# I write with my own blood.



## Apex (Dec 11, 2014)

Is your fiction story a cover up for the things roaming around inside you like a beast? or is it non-fiction? It is known, “A writer is all over their work.” True, we who write, can not hide. We spread our baggage from chapter one to the last page. 
Would it be best to chain the demons with Prozac, and stick them away in a closet…hide them from the world of the living, and smile like a clown?
A good writer will turn on the demons, enslave them, and  pave a path of glory with their threats…to master them, and become a great writer. Here are just a few who have done just that;

*Frank Kafka; *Author of  _The Trial, _and _The Castle. _If this great writer had not been paranoid, with his bag full of contempt for authority, well, he may have just been a school bus driver, or a plumber.

*Ernest Hemingway:  *One of the authors we all have looked to, a master of tight-prose. What if he had been as normal as Johnny Apple Seed? 
There is no need to list his great works. His demons fought daily in their efforts to escape him…he kept them working. He once said,  "I write with my own blood."

*Sylvia Plath:  *The darling of the publishing industry. The great writer was bipolar her entire life. Her greatest work, _The Bell Jar., _written between suicide attempts, and confessional poetry.  If she had been normal, perhaps she would have been an unknown dress designer.

*We all have demons we hide. *When we write we fill the pages of our work with them, and hide it as fiction. Must we keep the demons alive? No…just the memory of them. Others will ask, “How is it your characters seem alive. They jump off the pages as if real?”  You may reply as Hemingway did…“I write with my own blood.”


----------



## cassie30 (Dec 11, 2014)

I never knew that so many other writers suffered so.


----------



## Apex (Dec 11, 2014)

cassie30 said:


> I never knew that so many other writers suffered so.

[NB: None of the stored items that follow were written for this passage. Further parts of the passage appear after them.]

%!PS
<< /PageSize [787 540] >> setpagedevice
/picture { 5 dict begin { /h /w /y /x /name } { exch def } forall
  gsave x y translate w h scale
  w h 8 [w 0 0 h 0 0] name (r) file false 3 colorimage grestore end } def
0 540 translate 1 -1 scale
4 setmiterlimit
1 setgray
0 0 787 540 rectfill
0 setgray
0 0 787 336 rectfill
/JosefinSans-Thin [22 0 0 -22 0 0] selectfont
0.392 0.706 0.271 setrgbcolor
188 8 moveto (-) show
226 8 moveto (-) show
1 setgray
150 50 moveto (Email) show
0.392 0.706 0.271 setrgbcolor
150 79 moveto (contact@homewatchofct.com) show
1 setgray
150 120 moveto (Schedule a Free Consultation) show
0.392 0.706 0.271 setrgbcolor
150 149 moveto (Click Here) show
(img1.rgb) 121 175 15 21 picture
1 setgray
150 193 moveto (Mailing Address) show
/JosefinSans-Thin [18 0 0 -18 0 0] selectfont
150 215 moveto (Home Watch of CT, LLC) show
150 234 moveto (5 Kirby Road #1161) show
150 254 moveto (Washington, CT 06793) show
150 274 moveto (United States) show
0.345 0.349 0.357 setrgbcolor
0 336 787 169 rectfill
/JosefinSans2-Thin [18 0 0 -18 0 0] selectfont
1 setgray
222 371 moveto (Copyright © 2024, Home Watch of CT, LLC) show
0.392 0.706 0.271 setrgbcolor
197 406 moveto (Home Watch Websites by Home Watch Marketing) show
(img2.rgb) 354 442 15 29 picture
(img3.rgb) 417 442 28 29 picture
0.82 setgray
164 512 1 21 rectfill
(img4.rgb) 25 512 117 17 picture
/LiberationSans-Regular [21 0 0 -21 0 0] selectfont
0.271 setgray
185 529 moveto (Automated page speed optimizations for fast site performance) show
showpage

There are two separate peoples on this earth darling…the wheat, and the tares.


----------



## interactive (Dec 22, 2014)

Some get the passion done with sweet water  some with blood .
the end result may look the same .


----------



## Revolution (Dec 27, 2014)

Apex said:


> *Frank Kafka; *Author of  _The Trial, _and _The Castle. _If this great writer had not been paranoid, with his bag full of contempt for authority, well, he may have just been a school bus driver, or a plumber.



Kafka was absolutely right in his paranoia. He feared people would not like him because he was Jewish.  He died an early death.  The woman he loved was gassed in Auschwitz.  Sometimes there is mental illness, but other times there is a highly sensitive awareness.


----------



## ccbrownlee (Dec 29, 2014)

My literature teacher always said that most writers had skeletons in their closets. She was right; but then again, everyone has secrets they pack away from the world. Writers just have the talent and ability to take their shortcomings, mistakes, and issues and turn them into works of art. I think this is why it doesn't matter if you enjoy reading or not, everyone has a special type of admiration and respect for writers, composers, and other constructive artists. You provided a great list of men and women who took their struggles and created beautiful works of art.


----------